Vale: Lou Richards

Legendary AFL commentator Lou Richards has died, aged 94.

Legendary AFL commentator Lou Richards has died, aged 94.

He died peacefully at a Melbourne nursing home, where he has been resident for several years, this afternoon.

“The family are with Lou at the moment,” Nine sports presenter Tony Jones said.

“He was a remarkable man and I loved him.”

Richards rose to fame in the sporting world as a star player for Collingwood Football club, playing 250 games throughout his 14-year career. He was captain of the club from 1952 to 1955, leading the side to a premiership in 1953.

Richards also had a long career in the media, beginning as a sport journalist for The Argus and later The Sun News-Pictorial where he gained the nickname of “Louie the Lip”. He was a popular commentator on both radio and television, on Seven and Nine, including with his great mate Jack Dyer. He appeared on Sports Talk in 1959, and followed with appearances on Daly at Night, World of Sport, League Teams, and regular appearances on both The Footy Show and the Sunday Footy Show.
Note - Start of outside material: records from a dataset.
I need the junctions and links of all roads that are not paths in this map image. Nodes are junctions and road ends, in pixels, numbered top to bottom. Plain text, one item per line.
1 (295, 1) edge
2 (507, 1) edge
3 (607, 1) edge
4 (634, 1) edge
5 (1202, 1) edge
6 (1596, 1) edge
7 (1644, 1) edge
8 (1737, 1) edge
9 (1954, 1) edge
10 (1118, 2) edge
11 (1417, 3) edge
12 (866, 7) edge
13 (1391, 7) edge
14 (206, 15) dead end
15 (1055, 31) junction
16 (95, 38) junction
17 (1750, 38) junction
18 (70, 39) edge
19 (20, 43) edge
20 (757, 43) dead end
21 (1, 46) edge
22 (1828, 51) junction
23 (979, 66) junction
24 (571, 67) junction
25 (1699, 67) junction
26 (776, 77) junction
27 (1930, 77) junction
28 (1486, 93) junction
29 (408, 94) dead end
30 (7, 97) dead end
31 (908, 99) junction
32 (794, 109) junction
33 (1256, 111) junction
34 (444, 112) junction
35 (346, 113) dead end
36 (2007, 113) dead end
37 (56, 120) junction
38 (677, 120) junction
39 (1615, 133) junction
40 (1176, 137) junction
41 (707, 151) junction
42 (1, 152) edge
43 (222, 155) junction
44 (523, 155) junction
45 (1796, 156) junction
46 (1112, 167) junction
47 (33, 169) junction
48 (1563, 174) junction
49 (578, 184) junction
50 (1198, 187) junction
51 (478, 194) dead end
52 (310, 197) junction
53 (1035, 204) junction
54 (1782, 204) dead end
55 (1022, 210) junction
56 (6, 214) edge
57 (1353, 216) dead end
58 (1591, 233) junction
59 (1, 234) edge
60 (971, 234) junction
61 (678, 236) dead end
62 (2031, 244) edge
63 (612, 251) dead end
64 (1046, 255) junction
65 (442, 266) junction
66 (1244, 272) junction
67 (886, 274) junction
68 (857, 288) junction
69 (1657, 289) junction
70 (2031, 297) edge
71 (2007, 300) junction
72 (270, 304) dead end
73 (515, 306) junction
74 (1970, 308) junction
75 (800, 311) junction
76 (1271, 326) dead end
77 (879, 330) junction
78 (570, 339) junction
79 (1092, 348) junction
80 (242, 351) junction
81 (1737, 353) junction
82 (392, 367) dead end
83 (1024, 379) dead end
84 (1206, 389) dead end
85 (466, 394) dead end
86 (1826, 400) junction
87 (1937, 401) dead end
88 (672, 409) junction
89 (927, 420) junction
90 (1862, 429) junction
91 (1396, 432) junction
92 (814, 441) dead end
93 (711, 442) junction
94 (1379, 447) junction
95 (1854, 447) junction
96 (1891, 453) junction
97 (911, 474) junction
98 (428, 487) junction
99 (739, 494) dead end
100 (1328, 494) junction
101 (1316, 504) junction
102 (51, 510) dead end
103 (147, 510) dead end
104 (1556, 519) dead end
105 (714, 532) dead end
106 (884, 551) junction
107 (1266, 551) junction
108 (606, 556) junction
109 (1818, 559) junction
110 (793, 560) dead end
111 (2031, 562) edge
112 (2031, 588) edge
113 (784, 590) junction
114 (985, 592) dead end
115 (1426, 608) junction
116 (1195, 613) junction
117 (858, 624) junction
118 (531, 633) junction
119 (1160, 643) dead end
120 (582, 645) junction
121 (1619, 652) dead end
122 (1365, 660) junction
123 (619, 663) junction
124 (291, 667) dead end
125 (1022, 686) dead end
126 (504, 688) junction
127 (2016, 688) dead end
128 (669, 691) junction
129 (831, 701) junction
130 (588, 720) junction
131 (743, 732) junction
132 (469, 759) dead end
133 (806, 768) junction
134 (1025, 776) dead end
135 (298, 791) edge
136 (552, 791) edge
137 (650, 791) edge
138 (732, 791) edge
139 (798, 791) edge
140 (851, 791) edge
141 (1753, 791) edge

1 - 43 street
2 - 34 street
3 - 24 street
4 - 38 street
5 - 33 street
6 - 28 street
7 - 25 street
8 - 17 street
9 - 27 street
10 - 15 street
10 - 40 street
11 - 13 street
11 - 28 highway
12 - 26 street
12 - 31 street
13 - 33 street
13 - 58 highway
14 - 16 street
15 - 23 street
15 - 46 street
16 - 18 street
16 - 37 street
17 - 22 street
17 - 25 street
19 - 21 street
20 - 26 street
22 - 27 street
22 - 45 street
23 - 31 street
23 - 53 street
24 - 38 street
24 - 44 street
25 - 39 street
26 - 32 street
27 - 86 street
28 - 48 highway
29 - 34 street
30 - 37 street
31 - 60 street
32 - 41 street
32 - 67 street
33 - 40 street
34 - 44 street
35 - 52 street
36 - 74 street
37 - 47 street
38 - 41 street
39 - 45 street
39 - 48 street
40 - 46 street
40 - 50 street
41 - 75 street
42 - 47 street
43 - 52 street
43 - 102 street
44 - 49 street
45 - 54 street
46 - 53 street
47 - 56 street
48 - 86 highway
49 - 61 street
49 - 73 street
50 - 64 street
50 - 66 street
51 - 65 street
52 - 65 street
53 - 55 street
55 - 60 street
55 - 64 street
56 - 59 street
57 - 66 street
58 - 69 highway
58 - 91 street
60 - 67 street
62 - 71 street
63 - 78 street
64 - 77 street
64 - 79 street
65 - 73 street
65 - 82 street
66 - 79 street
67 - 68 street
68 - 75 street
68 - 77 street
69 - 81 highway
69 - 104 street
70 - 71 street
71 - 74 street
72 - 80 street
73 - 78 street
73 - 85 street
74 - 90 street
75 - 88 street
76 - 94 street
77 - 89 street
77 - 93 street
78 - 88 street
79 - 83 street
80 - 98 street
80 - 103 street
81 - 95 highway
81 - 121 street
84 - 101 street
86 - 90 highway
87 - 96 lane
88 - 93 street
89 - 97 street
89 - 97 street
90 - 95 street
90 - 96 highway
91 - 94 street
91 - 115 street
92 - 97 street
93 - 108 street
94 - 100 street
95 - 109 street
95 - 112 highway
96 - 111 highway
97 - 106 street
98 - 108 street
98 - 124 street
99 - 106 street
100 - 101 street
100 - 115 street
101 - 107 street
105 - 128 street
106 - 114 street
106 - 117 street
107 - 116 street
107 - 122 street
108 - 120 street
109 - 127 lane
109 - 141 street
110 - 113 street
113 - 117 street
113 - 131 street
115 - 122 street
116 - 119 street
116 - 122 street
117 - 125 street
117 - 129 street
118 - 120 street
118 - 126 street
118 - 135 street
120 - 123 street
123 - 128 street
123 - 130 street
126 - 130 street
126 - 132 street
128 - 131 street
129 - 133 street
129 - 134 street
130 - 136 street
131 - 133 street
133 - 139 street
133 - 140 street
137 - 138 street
At the end of 2008, Richards retired from hosting the handball segment on the Sunday Footy Show, and subsequently made only occasional public appearances.

He was made a Member of the Order of the British Empire in 1981, was inducted into the Sport Australia Hall of Fame in 2008.

In 2013 Collingwood President Eddie McGuire said, “If it wasn’t for Lou, it (football) wouldn’t be the big-time entertainment that it is today.”

Long-time colleague and producer Gordon Bennett, who worked with Richards on League Teams and World of Sport and commented, “It was Lou and Ron Casey that pushed Seven’s football to the forefront and made it so popular. The fans all loved Lou. He was their hero. Even though he was a Collingwood player, people from all teams loved chatting to him.”

Channel Seven Melbourne managing director Lewis Martin said: “Lou Richards was not only a great football personality on Channel Seven, he was a television pioneer and his legacy can be seen today in sports entertainment television.

“He was and always will be a beloved member of the Seven family from who we learned a great deal.  Lou will be missed, but always remembered fondly. Our thoughts and prayers go out to his family.”

Nine statement:

It is with profound sadness that all of us at Nine mourn the passing of Lewis Thomas Charles Richards, better known as simply Lou.

A legend of Australian Rules Football, Lou was a huge personality on and off the field.

He clocked up an impressive 250 games with the Collingwood Football Club, including captaining the team to its 1953 Premiership win.

‘Louie the Lip’ as he was affectionately known, then went on to carve a hugely successful media career. He was a pioneer in combining sports journalism and entertainment. In doing so, he paved the way for the legion of footballers who chose to make journalism their calling post-football.

Lou was a favourite face on The Sunday Footy Show in its early years with his hugely popular segment, Lou’s Handball. He also made regular appearances on Wide World of Sports, The Footy Show, Nine News and Today.

Lou Richards was, and always will be, a much loved member of the Nine family.

He may no longer be with us in the flesh, but his memory will be cherished. His legacy will be honoured and respected for generations to come.

Our deepest sympathies are extended to his daughters Nicole and Kim and their extended family.

Source: Nine News, Wikipedia, IMDb

8 Responses

  1. Following that stunning tribute by Nine News and Tony Jones, I was ignorant in just how integral Lou Richards was to the media and football in general. He really was a trailblazer and that package narrated by Jones followed by the final personal monologue was lump-in-the-throat TV. He mightn’t be officially a legend yet, but it seems he’s been an unofficial legend for some time already. RIP

    1. Lou got inducted into the AFL HOF in it’s inaugural class in 1996 for his playing career. A elevation to legend status (due to his post-football media career), is now inevitable, but is being prevented somehow.

      The AFL must look at allowing other notable football figures than players and coaches (such as media, and footballers who have made a major impact transitioning into the football media post-career, like Lou Richards, Bob Davis and Jack Dyer did) to be elevated to legend status.

      It feels like tonight, the last visible link to the pioneering era of Australian Rules coverage on television, has left us: and will leave a major hole in the hearts of many who have watched the game evolve in the last sixty years.

      1. Legends can only be elevated for their playing and coaching record. Lou’s media influence was greater than his playing influence so unless the rules change, he can’t become a legend based on his media career. I don;t see why he couldn’t also be posthumously inducted again in the media category.